1. Many early reviews of Otranto—though initially laudatory—became critical when Walpole revealed himself as the author.  According to one review from May 1765,

“It is, indeed, strange, that an Author, of a refined and polished genius, should be an advocate for re-establishing the barbarous superstitions of Gothic devilism!...Under the same banner he attempts to defend all the trash of Shakespeare, and what that great genius evidently threw out as a necessary sacrifice to that idol, the blind multitude.” 

Based on your reading, what is this critic referring to, and what might have struck him as so “devilish” that only makes us smile today?  How might this review reflect the aesthetics of the Enlightenment which Walpole, and others, were striving to correct in their works? 
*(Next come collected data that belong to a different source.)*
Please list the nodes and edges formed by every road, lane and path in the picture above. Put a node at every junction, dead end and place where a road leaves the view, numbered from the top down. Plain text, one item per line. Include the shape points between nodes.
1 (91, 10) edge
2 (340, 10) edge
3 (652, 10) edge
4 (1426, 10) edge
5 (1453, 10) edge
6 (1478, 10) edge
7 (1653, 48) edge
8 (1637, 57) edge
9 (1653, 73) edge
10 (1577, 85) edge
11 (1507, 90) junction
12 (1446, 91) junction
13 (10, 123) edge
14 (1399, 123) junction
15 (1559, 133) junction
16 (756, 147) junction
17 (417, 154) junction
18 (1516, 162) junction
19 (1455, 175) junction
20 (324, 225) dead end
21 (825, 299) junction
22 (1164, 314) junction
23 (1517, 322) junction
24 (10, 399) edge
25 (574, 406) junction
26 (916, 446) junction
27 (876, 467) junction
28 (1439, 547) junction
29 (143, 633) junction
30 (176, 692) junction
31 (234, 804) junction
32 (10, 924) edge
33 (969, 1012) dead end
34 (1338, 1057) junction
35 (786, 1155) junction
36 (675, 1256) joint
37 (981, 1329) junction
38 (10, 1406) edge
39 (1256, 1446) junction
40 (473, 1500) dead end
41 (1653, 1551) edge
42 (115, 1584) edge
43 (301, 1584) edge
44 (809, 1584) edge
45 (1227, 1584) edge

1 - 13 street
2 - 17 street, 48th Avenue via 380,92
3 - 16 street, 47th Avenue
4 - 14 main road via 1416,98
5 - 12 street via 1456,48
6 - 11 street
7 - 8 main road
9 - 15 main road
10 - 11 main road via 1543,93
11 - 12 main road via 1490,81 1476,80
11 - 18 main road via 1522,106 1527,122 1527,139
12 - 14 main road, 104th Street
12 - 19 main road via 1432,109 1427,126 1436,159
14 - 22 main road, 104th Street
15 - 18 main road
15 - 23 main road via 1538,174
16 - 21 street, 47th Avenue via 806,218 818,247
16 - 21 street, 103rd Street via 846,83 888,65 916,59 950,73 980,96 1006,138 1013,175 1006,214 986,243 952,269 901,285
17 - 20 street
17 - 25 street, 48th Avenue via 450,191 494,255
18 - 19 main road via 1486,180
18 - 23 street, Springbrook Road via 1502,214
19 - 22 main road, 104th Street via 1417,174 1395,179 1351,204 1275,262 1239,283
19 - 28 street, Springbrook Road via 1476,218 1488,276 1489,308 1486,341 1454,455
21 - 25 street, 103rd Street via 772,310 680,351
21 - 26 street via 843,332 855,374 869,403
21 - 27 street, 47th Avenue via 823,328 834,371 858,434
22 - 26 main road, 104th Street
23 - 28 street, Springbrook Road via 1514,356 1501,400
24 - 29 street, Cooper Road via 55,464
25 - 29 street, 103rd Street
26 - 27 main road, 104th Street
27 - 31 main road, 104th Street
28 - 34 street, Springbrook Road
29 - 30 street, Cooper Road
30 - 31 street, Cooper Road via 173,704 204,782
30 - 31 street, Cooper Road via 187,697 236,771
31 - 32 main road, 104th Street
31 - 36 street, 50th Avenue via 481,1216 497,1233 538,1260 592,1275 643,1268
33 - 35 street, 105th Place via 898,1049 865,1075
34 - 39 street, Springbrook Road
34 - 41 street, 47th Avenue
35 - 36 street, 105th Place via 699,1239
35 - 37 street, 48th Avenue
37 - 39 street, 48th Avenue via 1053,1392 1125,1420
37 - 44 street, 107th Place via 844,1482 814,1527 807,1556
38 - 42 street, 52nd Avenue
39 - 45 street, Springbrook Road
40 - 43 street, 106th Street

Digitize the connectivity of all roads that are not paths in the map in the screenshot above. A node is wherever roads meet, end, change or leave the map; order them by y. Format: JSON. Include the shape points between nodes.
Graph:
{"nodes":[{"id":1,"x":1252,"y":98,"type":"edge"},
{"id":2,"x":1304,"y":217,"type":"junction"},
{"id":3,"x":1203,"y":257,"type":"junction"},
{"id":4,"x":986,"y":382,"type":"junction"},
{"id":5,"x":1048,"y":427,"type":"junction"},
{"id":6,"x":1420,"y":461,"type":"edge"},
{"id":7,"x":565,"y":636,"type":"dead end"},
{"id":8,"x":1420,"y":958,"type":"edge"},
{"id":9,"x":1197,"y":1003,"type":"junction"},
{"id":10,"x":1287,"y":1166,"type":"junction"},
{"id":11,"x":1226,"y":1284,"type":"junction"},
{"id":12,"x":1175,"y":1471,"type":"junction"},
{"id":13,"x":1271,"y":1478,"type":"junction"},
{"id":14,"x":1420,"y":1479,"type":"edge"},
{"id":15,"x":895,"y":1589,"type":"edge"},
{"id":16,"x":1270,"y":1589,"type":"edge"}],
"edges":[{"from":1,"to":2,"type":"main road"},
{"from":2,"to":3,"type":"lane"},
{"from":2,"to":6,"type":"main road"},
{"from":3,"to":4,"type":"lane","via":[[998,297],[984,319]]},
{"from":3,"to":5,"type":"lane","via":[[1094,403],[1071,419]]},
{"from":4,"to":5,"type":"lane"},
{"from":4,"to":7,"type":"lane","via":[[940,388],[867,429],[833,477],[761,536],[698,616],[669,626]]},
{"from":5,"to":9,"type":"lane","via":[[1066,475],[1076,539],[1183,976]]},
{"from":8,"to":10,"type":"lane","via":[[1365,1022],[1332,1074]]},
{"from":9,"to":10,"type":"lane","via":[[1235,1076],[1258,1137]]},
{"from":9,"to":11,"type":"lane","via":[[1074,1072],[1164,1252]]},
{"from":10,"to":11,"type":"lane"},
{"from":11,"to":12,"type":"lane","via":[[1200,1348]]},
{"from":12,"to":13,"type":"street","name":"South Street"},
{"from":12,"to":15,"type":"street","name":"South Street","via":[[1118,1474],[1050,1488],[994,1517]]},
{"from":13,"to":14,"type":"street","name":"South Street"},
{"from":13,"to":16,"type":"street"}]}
2. Sir Walter Scott, in his famous 1811 Introduction to the work, writes that “Romantic narrative is of two kinds—that which, being in itself possible may be a matter of belief at any period; and that which, though held impossible by more enlightened ages, was yet consonant with the faith of earlier times.  The subject of the Castle of Otranto is of the latter class” (10).  Why does Scott feel that only the “latter class” is worthy of Romantic narrative, and how does he compare the novels of Mrs. Radcliffe (who wrote the more famous Gothic novel, The Mysteries of Udolpho) unfavorably to Walpole? 

3. Clara Reeve, who wrote her own version of Otranto set in England, The Old English Baron (1778), criticized Walpole for his Gothic excesses.  As she writes, “the reason is so obvious, the machinery is so violent, that it destroys the effect it is intended to excite.  Had the story been kept within the utmost verge of probability, the effect had been preserved, without losing the least circumstance that excites or detains the attention.”  Do modern readers read the book like Reeve—is it too much, too improbable, too silly?  Or does her critique also reflect the prude temper of Enlightenment taste? 

4. Scott, as a Romantic writer, felt that Otranto was a seminal work that laid the foundation for much of the Romantic movement.  How does he use Otranto as a kind of historical specimen for the “change” that was in the air in the mid-18th century?  To this end, does he think Otranto is more important as a work of literature or a work of history; in other words, should we respect it or love it?